On 24 Jul 2008, at 09:06, Grzegorz Kossakowski wrote:
Jeremy Quinn pisze:
Hi All
Hi Jeremy! :-)
Hi Grzegorz, nice to hear from you :)
I am trying to solve a nasty request transcoding bug, that I found
while working on CForms.
Join the club! Discovered character encoding problems two days ago
in a project based on Cocoon 2.1.x. Tried to fight it yesterday and
gave up.
You work with 2.1 ?? I am shocked :)
AFAICS this bug effects older versions as well ..... accented
characters not roundtripping due to bad transcoding in Cocoon,
under certain circumstances.
CForms works in one of two modes: ajax-on and ajax-off.
When ajax is on, CForms submits the form via an XMLHttp Request
(XHR), when it is off it submits the form normally.
Servlet Requests are expected by default to be encoded using
ISO-8859-1 (appalling choice!!!), but of course to get any real
work done on the international web, you should use UTF-8 (now
Cocoon's default, thanks to Vadim).
When I was looking at our code in HttpEnvironment, HttpRequest and
in MultipartParser I started to wonder if it would be an option to
forget about any other encodings apart from UTF-8. According to my
knowledge, there is no serious software that does not support Unicode.
This would help us to clean up and simplify the code in trunk
greatly so it would go into 2.3 release (don't be afraid, you won't
need to wait for it years, I promise).
The only problem is that I don't have any significant experience
with such issues so I would like to hear if my proposal makes sense.

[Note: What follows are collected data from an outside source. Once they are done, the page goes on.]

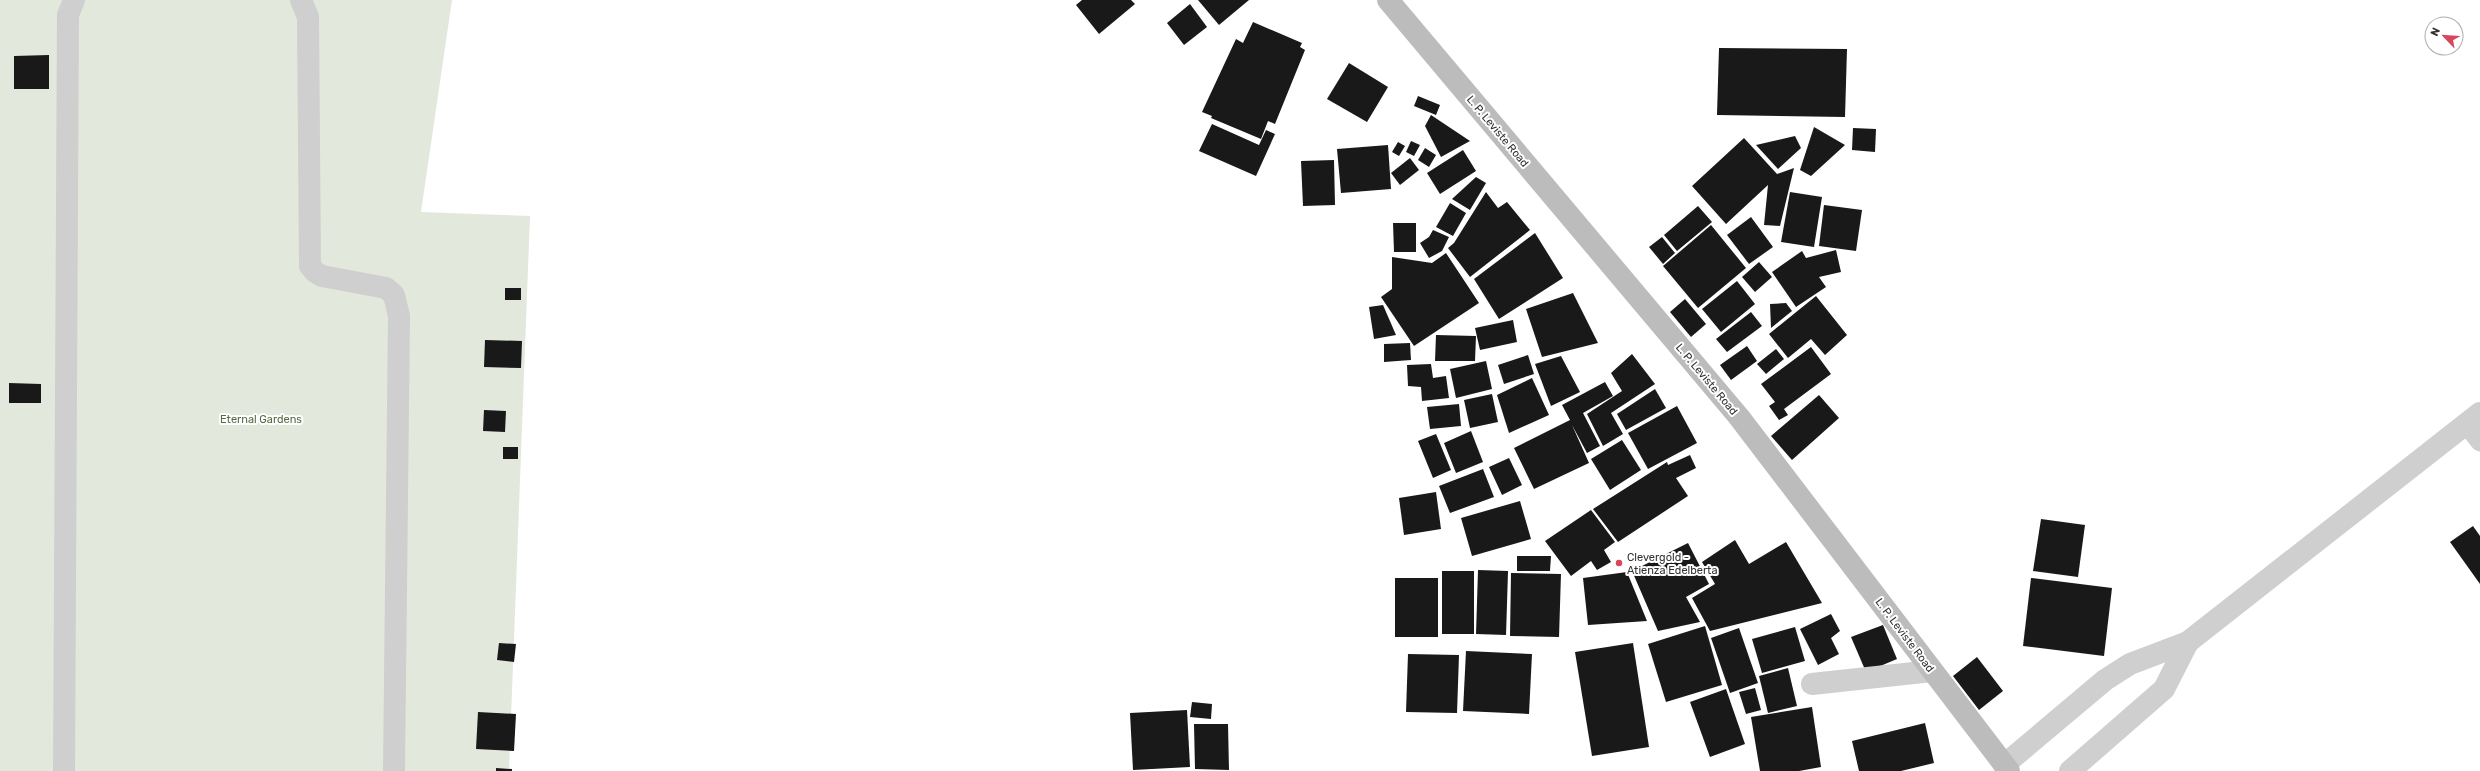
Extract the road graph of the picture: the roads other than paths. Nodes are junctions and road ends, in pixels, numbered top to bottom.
1 (74, 0) edge
2 (301, 0) edge
3 (1388, 0) edge
4 (2473, 418) edge
5 (2480, 442) edge
6 (2188, 642) junction
7 (1932, 671) junction
8 (1812, 684) dead end
9 (2004, 769) edge
10 (64, 771) edge
11 (394, 771) edge
12 (2070, 771) edge

1 - 10 street
2 - 11 street
3 - 7 main road, L. P. Leviste Road
4 - 5 lane
4 - 6 street
6 - 9 street
6 - 12 street
7 - 8 street
7 - 9 main road, L. P. Leviste Road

Would it be possible to support Unicode only?
A change like this while simplifying our codebase, could cause utter
havoc to users ..... I don't know if unicode really is a practical
superset of every other possible encoding.

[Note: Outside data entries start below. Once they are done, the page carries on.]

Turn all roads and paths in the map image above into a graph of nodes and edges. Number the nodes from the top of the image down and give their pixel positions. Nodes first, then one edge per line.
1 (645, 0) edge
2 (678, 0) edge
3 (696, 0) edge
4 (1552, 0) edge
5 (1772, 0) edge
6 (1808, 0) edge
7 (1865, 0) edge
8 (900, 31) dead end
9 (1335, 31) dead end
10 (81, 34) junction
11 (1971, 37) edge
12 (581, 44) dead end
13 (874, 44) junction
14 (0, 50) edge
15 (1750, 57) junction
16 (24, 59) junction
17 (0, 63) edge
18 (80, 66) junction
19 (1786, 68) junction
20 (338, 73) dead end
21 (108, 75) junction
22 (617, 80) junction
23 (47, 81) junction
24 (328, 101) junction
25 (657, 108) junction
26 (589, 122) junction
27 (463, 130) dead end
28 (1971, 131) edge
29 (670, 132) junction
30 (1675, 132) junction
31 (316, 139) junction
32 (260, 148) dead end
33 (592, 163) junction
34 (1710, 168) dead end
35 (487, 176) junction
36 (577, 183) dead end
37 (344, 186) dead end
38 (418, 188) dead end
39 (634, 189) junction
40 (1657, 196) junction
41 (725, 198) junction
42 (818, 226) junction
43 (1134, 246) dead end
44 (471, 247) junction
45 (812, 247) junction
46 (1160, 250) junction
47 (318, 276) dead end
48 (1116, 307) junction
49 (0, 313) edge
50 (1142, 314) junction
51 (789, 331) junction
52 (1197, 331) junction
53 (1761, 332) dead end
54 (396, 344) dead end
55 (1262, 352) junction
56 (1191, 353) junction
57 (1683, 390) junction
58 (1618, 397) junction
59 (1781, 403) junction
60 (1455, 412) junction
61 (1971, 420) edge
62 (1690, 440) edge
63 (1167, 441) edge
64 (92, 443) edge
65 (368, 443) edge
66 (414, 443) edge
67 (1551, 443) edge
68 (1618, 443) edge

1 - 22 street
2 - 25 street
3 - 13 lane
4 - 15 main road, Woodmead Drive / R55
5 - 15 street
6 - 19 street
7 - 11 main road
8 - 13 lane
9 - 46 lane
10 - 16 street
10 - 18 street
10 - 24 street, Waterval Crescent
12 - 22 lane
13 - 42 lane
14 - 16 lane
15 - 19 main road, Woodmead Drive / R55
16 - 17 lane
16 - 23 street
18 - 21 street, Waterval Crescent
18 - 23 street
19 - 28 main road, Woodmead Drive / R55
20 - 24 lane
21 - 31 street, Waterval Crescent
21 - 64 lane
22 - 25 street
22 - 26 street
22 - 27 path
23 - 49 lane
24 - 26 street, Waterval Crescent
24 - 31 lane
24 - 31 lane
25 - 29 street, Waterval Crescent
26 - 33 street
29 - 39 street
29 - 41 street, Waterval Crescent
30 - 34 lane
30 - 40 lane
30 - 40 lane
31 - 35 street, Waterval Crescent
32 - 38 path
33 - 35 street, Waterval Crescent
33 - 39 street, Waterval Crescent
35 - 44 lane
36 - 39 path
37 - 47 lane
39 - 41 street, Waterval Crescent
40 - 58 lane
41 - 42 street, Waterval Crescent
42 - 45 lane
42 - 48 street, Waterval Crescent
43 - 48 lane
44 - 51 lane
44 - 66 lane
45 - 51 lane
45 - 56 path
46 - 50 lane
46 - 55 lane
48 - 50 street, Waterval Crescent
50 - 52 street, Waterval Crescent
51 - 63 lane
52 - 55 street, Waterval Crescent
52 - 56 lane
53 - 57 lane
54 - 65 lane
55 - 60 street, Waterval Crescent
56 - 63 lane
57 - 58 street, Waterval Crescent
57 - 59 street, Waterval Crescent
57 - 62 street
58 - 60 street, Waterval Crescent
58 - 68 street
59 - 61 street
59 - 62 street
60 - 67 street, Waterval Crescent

Sorry, I do not think I know enough about this either.
Browsers should post data in the encoding of the page containing
the form.
Dojo always posts forms as UTF-8 when it does XHR, seemingly
regardless of the page encoding. Furthermore, the post has a
Content-Type header : "application/x-www-form-urlencoded;
charset=UTF-8". (Default in FireFox3, can be set in Safari, unknown
in MSIE).
Jetty responds properly to the Content-Type header, by
automatically using that charset for decoding Request Parameters
instead of the default ISO-8859-1. (behaviour of other
ServletEngines unknown). This leads to a transcoding bug because
Cocoon assumes ISO-8859-1.
I think that behaviour of Jetty is correct. Right?
It /seems/ right ....
When forms are submitted normally (i.e. non-XHR) they usually do
not contain the Content-Type header (tested with FireFox3 & Safari)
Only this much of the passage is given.